Dante terkejut mendengar pertanyaan itu, ia tidak pernah memikirkan hal itu lagi sejak dikhianati oleh Nayla. Hatinya masih terasa hampa ketika memikirkan tentang cinta. Ia tidak ingin lagi merasakan sakit yang sama, ia tidak ingin lagi merasakan pengkhianatan dari wanita.
Dante diam sejenak, memikirkan jawaban yang tepat. "Aku tidak tahu," jawab Dante, nadanya terdengar dingin. “Sepertinya aku tidak memiliki tipe wanita, aku hanya ingin bertemu dengan wanita yang tidak akan menyakitiku.”
Freya menatap Dante dengan tatapan yang sulit diartikan, ia melihat luka yang dalam di mata Dante, luka yang tidak pernah ia lihat sebelumnya. Freya mengangguk pelan, ia mengerti, ia tidak ingin memaksakan Dante untuk menceritakan kisah masa lalunya. Freya tidak bertanya lebih lanjut, ia berjalan di samping Dante, seolah ia mengerti luka yang Dante rasakan.
Setelah mereka berdua masuk ke mobil, suasana terasa begitu sunyi dan canggung. Freya menyalakan mesin mobilnya, dan setelah itu Dante memecah kesunyian. “Tiba-tiba aku jadi penasaran, bagaimana denganmu, Freya? Tipe pria idamanmu seperti apa?” tanyanya, suaranya terdengar lembut.
Freya yang semula tersenyum kini terdiam, ia memandang Dante dengan tatapan sendu. “Aku tidak punya tipe,” jawab Freya, ia tidak menatap Dante. "Aku tidak pernah berpikir tentang hal itu lagi sejak hubunganku dengan Bram berakhir.” Nama Bram yang keluar dari mulut Freya mengejutkan Dante, ia memandang Freya dengan tatapan terkejut, ia tidak menyangka jika Freya dan Bram memiliki hubungan yang rumit.
"Bram?" tanya Dante, sedikit terkejut. “Kalian berdua pernah memiliki hubungan, Bram adalah kekasihmu?” tanya Dante. Freya mengangguk, ia memejamkan matanya, seolah ia sedang mencoba mengubur kenangan yang menyakitkan. “Ya, dulu. Tapi itu tidak lama.”
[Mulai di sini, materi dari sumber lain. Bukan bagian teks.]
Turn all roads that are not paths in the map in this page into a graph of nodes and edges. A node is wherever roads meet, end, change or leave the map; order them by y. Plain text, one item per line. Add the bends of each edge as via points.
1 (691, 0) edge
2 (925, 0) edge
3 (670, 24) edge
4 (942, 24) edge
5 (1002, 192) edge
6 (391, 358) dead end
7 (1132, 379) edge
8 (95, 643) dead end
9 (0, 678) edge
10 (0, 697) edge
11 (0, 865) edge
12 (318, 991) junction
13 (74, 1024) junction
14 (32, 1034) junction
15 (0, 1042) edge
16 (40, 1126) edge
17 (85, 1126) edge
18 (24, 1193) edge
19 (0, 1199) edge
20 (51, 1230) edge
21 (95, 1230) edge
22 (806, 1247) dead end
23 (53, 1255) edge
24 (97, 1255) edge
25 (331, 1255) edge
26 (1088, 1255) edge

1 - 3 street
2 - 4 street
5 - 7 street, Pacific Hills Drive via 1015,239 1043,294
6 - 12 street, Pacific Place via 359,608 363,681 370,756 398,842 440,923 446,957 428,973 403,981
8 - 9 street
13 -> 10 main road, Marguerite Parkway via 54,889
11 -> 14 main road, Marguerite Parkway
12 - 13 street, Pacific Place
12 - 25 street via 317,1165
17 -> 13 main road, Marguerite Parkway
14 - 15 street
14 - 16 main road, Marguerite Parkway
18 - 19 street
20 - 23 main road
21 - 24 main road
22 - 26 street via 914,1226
Dante melihat bahwa Freya tidak ingin membicarakannya. Gema langsung berbisik padanya, [Dante, ini adalah kesempatanmu. Tunjukkan kepadanya bahwa kamu peduli, dan puji dia. Dengan begitu, kamu akan berhasil memenangkan hatinya]. Dante mengangguk dalam diam dan berkata dalam hati, "Aku tidak akan menyia-nyiakan kesempatan ini."
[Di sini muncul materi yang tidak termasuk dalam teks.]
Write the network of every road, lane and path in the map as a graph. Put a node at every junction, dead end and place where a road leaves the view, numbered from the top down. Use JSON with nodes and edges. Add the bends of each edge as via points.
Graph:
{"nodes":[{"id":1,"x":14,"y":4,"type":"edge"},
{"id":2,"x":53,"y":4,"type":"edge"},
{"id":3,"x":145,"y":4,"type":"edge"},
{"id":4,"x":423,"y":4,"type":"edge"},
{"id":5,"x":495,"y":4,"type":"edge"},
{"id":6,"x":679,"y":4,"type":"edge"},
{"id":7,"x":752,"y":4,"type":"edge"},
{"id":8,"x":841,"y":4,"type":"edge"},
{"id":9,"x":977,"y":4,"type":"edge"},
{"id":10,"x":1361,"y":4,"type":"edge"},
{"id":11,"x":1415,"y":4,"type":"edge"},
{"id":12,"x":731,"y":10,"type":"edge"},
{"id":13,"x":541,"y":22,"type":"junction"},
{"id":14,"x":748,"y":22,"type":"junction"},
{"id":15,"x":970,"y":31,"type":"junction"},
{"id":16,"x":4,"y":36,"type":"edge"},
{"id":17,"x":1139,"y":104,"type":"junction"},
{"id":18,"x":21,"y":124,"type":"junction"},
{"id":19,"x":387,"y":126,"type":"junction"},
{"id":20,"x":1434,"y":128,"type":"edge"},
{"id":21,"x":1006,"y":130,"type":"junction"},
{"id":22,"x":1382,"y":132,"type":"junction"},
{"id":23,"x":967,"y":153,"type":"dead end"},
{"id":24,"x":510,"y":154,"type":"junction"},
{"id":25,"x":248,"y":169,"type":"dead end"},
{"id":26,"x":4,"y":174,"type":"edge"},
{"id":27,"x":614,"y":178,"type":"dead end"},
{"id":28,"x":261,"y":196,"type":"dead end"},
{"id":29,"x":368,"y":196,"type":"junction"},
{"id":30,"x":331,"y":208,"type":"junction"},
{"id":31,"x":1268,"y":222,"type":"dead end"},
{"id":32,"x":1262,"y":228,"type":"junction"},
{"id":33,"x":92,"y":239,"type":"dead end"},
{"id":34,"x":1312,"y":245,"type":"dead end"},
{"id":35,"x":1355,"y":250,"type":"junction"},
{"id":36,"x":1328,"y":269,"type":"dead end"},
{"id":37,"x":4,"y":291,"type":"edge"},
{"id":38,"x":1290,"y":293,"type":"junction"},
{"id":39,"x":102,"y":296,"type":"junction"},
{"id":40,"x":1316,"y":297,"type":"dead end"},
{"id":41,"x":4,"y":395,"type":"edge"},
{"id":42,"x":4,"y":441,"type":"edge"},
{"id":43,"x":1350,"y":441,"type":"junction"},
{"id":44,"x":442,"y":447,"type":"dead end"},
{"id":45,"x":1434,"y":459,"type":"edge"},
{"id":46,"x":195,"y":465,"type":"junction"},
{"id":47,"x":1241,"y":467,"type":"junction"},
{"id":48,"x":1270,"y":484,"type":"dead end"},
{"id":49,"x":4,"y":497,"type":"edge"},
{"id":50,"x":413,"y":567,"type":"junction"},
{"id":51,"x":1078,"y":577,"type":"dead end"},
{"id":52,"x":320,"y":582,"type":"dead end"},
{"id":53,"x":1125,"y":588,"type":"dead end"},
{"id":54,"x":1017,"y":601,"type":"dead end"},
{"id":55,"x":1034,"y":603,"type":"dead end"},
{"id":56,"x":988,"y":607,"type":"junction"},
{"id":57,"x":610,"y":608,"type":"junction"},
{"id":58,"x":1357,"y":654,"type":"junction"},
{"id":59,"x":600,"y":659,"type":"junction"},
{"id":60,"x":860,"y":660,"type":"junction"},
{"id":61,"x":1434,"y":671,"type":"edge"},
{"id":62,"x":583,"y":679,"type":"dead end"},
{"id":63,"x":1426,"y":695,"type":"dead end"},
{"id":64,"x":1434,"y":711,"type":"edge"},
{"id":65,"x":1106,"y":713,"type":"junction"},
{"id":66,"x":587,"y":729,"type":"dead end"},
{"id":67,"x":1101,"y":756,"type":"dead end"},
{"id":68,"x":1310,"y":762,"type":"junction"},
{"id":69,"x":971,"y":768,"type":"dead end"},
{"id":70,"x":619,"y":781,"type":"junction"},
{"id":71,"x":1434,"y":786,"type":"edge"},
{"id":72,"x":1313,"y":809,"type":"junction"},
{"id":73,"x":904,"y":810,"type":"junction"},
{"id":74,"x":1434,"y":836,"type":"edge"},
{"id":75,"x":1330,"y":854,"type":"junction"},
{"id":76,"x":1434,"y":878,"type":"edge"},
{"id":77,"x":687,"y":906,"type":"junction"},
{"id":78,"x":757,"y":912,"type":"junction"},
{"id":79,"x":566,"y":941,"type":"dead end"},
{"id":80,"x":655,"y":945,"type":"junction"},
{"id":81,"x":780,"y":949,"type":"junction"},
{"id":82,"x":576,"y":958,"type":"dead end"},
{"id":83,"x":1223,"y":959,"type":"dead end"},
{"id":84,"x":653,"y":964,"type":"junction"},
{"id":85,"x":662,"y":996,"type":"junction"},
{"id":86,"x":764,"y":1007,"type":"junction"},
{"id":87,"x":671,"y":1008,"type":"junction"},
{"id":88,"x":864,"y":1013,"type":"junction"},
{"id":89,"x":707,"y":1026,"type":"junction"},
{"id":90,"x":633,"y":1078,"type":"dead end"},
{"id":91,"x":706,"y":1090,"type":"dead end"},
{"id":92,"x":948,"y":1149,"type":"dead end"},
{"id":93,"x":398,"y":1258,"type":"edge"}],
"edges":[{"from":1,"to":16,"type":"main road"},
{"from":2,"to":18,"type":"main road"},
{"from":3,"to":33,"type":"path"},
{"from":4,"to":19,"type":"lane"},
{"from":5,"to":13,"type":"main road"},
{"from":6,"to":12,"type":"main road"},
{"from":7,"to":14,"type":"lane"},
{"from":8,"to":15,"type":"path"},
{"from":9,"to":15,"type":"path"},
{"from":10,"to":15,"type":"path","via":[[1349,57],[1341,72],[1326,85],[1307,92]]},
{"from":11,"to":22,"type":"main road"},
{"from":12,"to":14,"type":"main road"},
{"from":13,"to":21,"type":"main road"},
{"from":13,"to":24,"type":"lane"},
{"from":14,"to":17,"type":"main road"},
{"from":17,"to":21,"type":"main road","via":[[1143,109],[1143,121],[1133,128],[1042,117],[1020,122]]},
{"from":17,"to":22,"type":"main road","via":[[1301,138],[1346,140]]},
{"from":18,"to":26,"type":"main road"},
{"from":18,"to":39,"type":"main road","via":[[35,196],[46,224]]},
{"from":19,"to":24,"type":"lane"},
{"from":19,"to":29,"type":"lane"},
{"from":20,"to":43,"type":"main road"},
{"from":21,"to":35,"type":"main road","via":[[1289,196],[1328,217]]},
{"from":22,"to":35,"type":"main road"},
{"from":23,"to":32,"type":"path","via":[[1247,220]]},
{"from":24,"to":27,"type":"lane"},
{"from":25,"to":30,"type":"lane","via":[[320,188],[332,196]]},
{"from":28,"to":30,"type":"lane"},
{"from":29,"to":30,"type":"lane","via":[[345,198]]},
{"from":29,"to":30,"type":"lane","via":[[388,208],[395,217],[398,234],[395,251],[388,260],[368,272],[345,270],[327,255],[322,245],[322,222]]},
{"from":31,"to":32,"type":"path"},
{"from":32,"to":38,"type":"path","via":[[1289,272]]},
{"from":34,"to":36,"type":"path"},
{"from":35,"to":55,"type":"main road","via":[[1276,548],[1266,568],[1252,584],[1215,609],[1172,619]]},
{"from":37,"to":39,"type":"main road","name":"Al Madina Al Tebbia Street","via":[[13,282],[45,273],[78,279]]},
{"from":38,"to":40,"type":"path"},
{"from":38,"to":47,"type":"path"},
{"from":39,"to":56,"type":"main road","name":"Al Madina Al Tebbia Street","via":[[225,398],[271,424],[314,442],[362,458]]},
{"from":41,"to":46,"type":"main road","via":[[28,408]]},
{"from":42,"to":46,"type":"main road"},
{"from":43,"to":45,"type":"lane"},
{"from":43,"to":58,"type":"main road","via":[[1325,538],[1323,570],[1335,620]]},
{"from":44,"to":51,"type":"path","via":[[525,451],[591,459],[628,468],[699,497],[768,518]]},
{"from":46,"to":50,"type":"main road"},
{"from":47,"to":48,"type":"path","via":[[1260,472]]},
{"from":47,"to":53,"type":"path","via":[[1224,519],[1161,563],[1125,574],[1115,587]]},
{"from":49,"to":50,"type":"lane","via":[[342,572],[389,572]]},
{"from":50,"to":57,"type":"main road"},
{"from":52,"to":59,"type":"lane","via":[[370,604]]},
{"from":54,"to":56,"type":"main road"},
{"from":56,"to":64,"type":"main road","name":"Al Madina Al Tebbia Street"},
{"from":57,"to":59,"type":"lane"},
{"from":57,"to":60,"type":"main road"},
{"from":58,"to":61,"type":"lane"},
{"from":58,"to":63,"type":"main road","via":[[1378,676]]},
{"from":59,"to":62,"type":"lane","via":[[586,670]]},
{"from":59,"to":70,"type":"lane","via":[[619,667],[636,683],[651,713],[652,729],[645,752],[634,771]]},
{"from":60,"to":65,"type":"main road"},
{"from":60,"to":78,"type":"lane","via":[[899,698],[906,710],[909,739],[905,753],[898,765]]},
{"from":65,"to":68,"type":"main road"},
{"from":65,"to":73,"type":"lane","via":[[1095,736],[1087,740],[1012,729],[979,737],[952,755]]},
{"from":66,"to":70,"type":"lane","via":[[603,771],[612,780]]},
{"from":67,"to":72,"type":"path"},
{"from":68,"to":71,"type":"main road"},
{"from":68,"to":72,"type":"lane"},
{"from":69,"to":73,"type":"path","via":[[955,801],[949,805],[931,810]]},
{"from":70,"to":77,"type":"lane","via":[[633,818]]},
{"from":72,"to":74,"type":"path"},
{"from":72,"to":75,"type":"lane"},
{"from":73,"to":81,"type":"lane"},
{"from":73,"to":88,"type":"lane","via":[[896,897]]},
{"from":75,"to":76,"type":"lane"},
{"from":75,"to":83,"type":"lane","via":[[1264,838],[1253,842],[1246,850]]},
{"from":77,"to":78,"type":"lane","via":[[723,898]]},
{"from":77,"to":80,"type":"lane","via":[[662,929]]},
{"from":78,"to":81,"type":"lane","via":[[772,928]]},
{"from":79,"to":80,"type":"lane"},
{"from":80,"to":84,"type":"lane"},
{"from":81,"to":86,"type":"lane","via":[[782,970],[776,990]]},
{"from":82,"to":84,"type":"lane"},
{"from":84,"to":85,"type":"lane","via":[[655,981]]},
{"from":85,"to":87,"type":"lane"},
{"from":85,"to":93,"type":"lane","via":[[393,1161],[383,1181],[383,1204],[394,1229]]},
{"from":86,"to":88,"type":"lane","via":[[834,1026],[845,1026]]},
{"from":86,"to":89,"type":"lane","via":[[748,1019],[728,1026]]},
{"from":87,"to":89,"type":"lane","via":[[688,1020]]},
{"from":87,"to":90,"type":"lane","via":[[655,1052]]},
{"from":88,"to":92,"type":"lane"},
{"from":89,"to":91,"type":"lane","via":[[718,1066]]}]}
"Apa yang terjadi di antara kalian?" tanya Dante, suaranya terdengar penasaran. Freya menghela napas panjang, ia membuka matanya dan menatap Dante dengan tatapan lelah. "Dia memaksaku," jawab Freya, suaranya terdengar bergetar.
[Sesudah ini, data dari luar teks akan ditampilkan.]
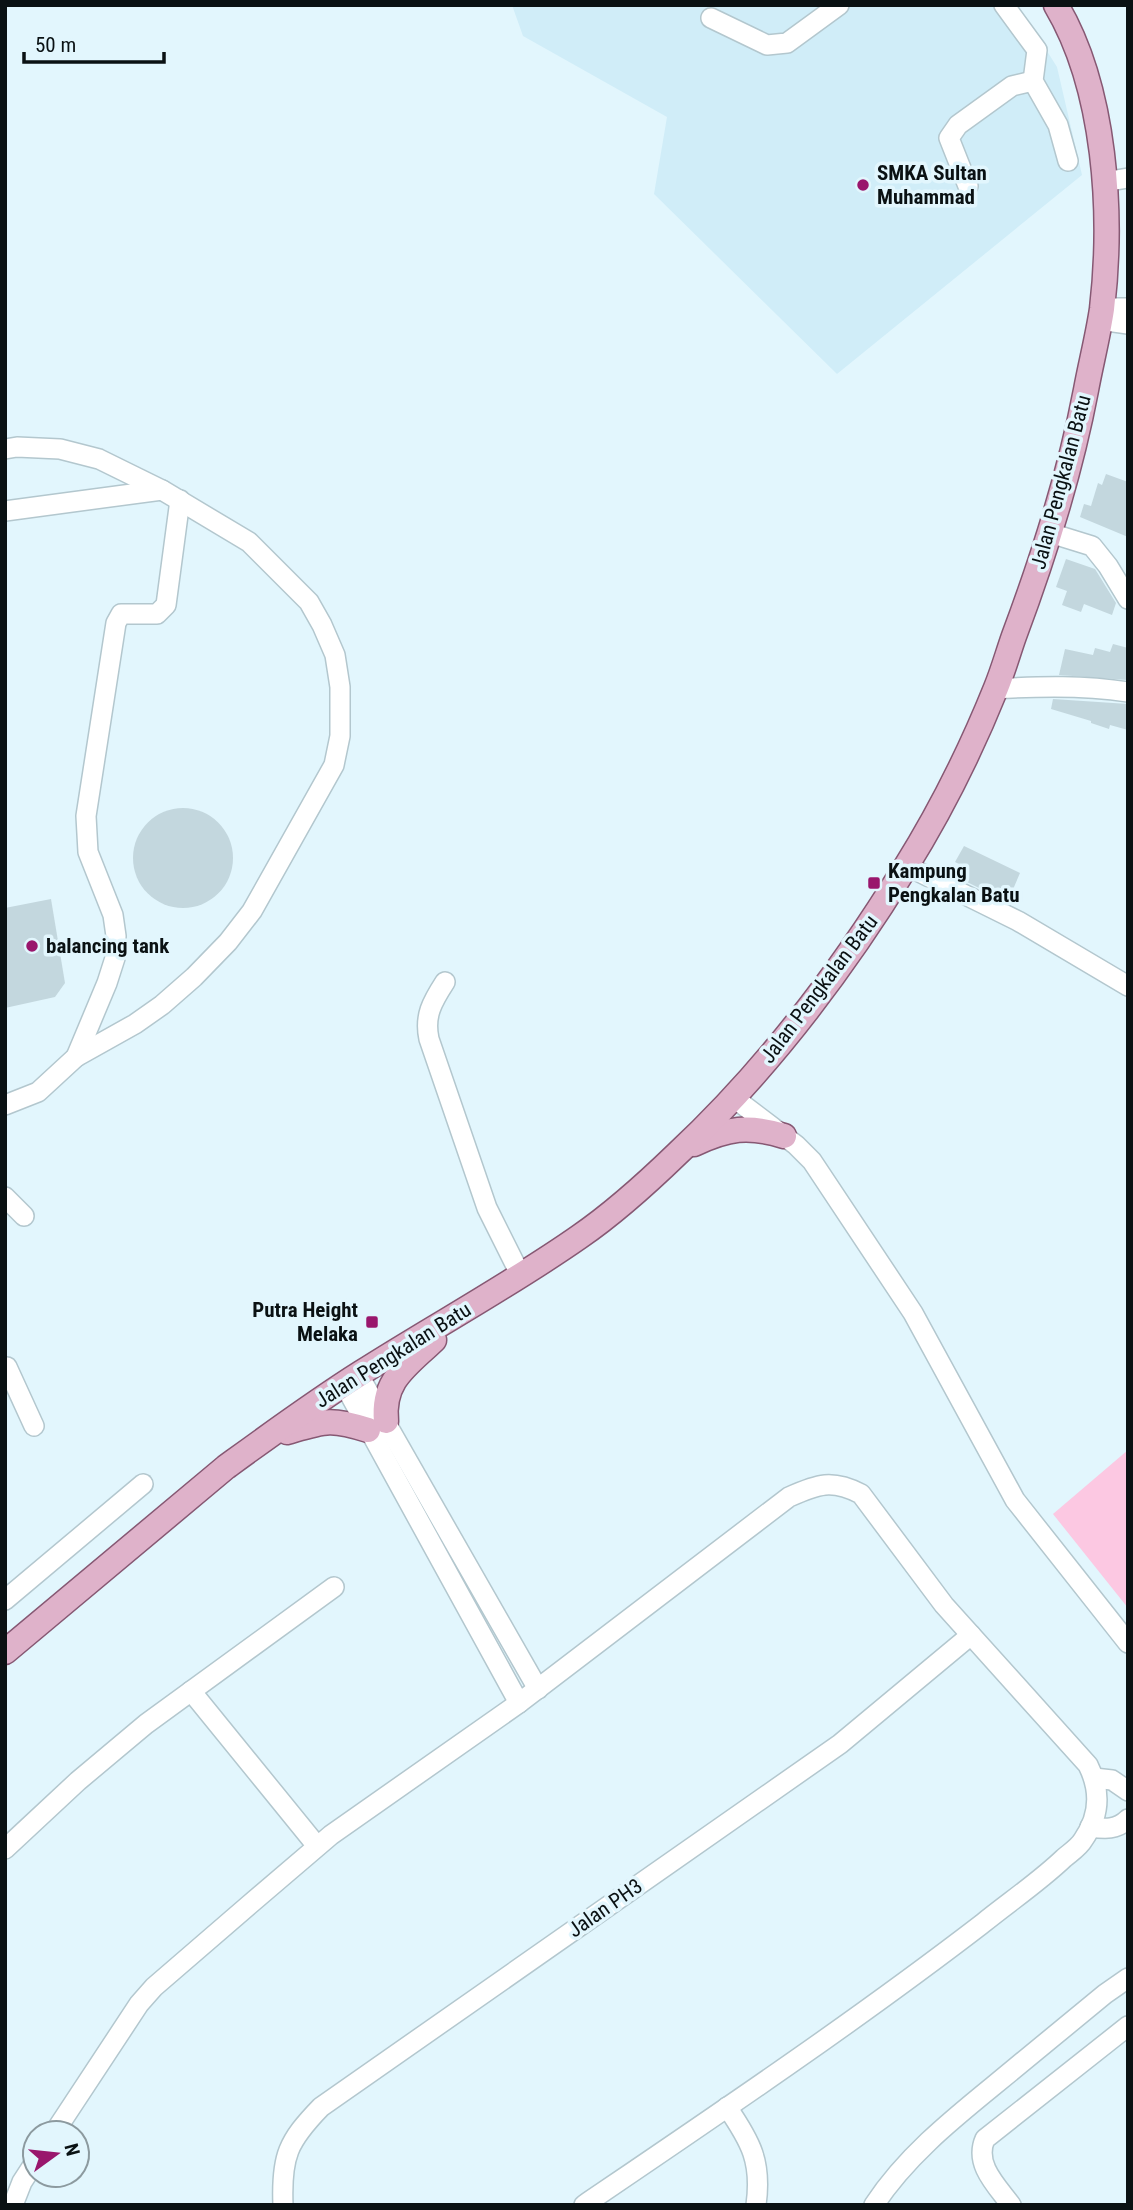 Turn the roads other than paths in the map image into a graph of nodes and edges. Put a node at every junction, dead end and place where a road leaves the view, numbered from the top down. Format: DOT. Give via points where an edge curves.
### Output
graph roads {
  1 [pos="839,5"];
  2 [pos="1004,5"];
  3 [pos="1056,5"];
  4 [pos="711,18"];
  5 [pos="1033,81"];
  6 [pos="1068,161"];
  7 [pos="1116,180"];
  8 [pos="968,186"];
  9 [pos="1128,309"];
  10 [pos="1101,314"];
  11 [pos="1128,324"];
  12 [pos="5,449"];
  13 [pos="162,490"];
  14 [pos="180,499"];
  15 [pos="5,512"];
  16 [pos="1050,533"];
  17 [pos="1128,599"];
  18 [pos="996,689"];
  19 [pos="1128,692"];
  20 [pos="907,866"];
  21 [pos="445,982"];
  22 [pos="1128,986"];
  23 [pos="76,1057"];
  24 [pos="734,1098"];
  25 [pos="5,1105"];
  26 [pos="784,1136"];
  27 [pos="675,1157"];
  28 [pos="5,1197"];
  29 [pos="24,1216"];
  30 [pos="521,1276"];
  31 [pos="464,1310"];
  32 [pos="5,1368"];
  33 [pos="351,1379"];
  34 [pos="377,1425"];
  35 [pos="34,1426"];
  36 [pos="262,1441"];
  37 [pos="407,1458"];
  38 [pos="389,1469"];
  39 [pos="142,1484"];
  40 [pos="433,1506"];
  41 [pos="415,1516"];
  42 [pos="334,1587"];
  43 [pos="5,1600"];
  44 [pos="971,1635"];
  45 [pos="1128,1643"];
  46 [pos="5,1652"];
  47 [pos="538,1689"];
  48 [pos="191,1691"];
  49 [pos="519,1703"];
  50 [pos="1094,1778"];
  51 [pos="1128,1791"];
  52 [pos="1128,1819"];
  53 [pos="1090,1827"];
  54 [pos="317,1846"];
  55 [pos="5,1849"];
  56 [pos="1128,1978"];
  57 [pos="1128,2026"];
  58 [pos="727,2107"];
  59 [pos="63,2119"];
  60 [pos="21,2185"];
  61 [pos="13,2205"];
  62 [pos="283,2205"];
  63 [pos="584,2205"];
  64 [pos="757,2205"];
  65 [pos="874,2205"];
  66 [pos="1010,2205"];
  1 -- 4 [label="street" via="788,43 767,45"];
  2 -- 5 [label="street" via="1037,50"];
  3 -- 7 [label="main road, Jalan Pengkalan Batu" via="1082,60"];
  5 -- 6 [label="street" via="1058,125"];
  5 -- 8 [label="street" via="1012,86 958,125 949,138"];
  7 -- 10 [label="main road, Jalan Pengkalan Batu" via="1106,223"];
  9 -- 10 [label="street"];
  10 -- 11 [label="street"];
  10 -- 16 [label="main road, Jalan Pengkalan Batu"];
  12 -- 13 [label="street" via="60,449 99,459"];
  13 -- 14 [label="street"];
  13 -- 15 [label="street"];
  14 -- 23 [label="street" via="166,605 157,614 121,614 116,623 86,816 88,852 113,915 115,958"];
  14 -- 23 [label="street" via="250,542 309,602 335,655 341,736 334,765 252,911 228,942 162,1005"];
  16 -- 17 [label="street" via="1092,547"];
  16 -- 18 [label="main road, Jalan Pengkalan Batu"];
  18 -- 19 [label="street" via="1059,686"];
  18 -- 20 [label="main road, Jalan Pengkalan Batu"];
  20 -- 22 [label="street" via="1018,922"];
  20 -- 24 [label="main road, Jalan Pengkalan Batu" via="845,961"];
  21 -- 30 [label="street" via="427,1015 429,1039 487,1208"];
  23 -- 25 [label="street" via="38,1092"];
  24 -- 26 [label="street"];
  24 -- 27 [label="main road, Jalan Pengkalan Batu"];
  26 -- 27 [label="main road" via="735,1129 709,1137"];
  26 -- 45 [label="street" via="812,1161 914,1313 1015,1500"];
  27 -- 30 [label="main road, Jalan Pengkalan Batu" via="617,1208"];
  28 -- 29 [label="street"];
  30 -- 31 [label="main road, Jalan Pengkalan Batu"];
  31 -- 33 [label="main road, Jalan Pengkalan Batu"];
  31 -- 34 [label="main road" via="397,1376"];
  32 -- 35 [label="street"];
  33 -- 34 [label="street"];
  33 -- 36 [label="main road, Jalan Pengkalan Batu"];
  34 -- 36 [label="main road" via="323,1421"];
  34 -- 37 [label="street"];
  34 -- 38 [label="street"];
  36 -- 46 [label="main road, Jalan Pengkalan Batu"];
  37 -- 38 [label="street"];
  37 -- 40 [label="street"];
  38 -- 41 [label="street"];
  39 -- 43 [label="street"];
  40 -- 41 [label="street"];
  40 -- 47 [label="street"];
  41 -- 49 [label="street"];
  42 -- 48 [label="street"];
  44 -- 47 [label="street" via="861,1494 828,1484 789,1497"];
  44 -- 50 [label="street" via="1088,1765"];
  44 -- 62 [label="street, Jalan PH3" via="840,1744 321,2107 299,2130 286,2156"];
  47 -- 49 [label="street"];
  48 -- 54 [label="street"];
  48 -- 55 [label="street" via="78,1781"];
  49 -- 54 [label="street"];
  50 -- 51 [label="street" via="1112,1780"];
  50 -- 53 [label="street" via="1098,1800"];
  52 -- 53 [label="street" via="1107,1829"];
  53 -- 58 [label="street" via="1083,1841 1053,1868"];
  54 -- 59 [label="street" via="154,1987"];
  56 -- 65 [label="street" via="946,2124"];
  57 -- 66 [label="street" via="985,2139 981,2149 985,2168"];
  58 -- 63 [label="street"];
  58 -- 64 [label="street" via="754,2151"];
  60 -- 61 [label="street"];
}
“Dia memaksaku untuk berhubungan intim dengannya. Aku menolaknya, tapi dia terus memaksa. Dia tidak pernah peduli padaku, dia hanya peduli pada ambisinya.” Freya melanjutkan ceritanya, ia menatap Dante dengan air mata yang mulai mengalir di wajahnya.
“Aku tidak tahu harus berbuat apa. Dia juga adalah pesaing terberatku saat aku masih menjadi direktur.” Freya menangis, air mata membasahi wajahnya, ia tidak bisa lagi menahan rasa sakit yang ia rasakan.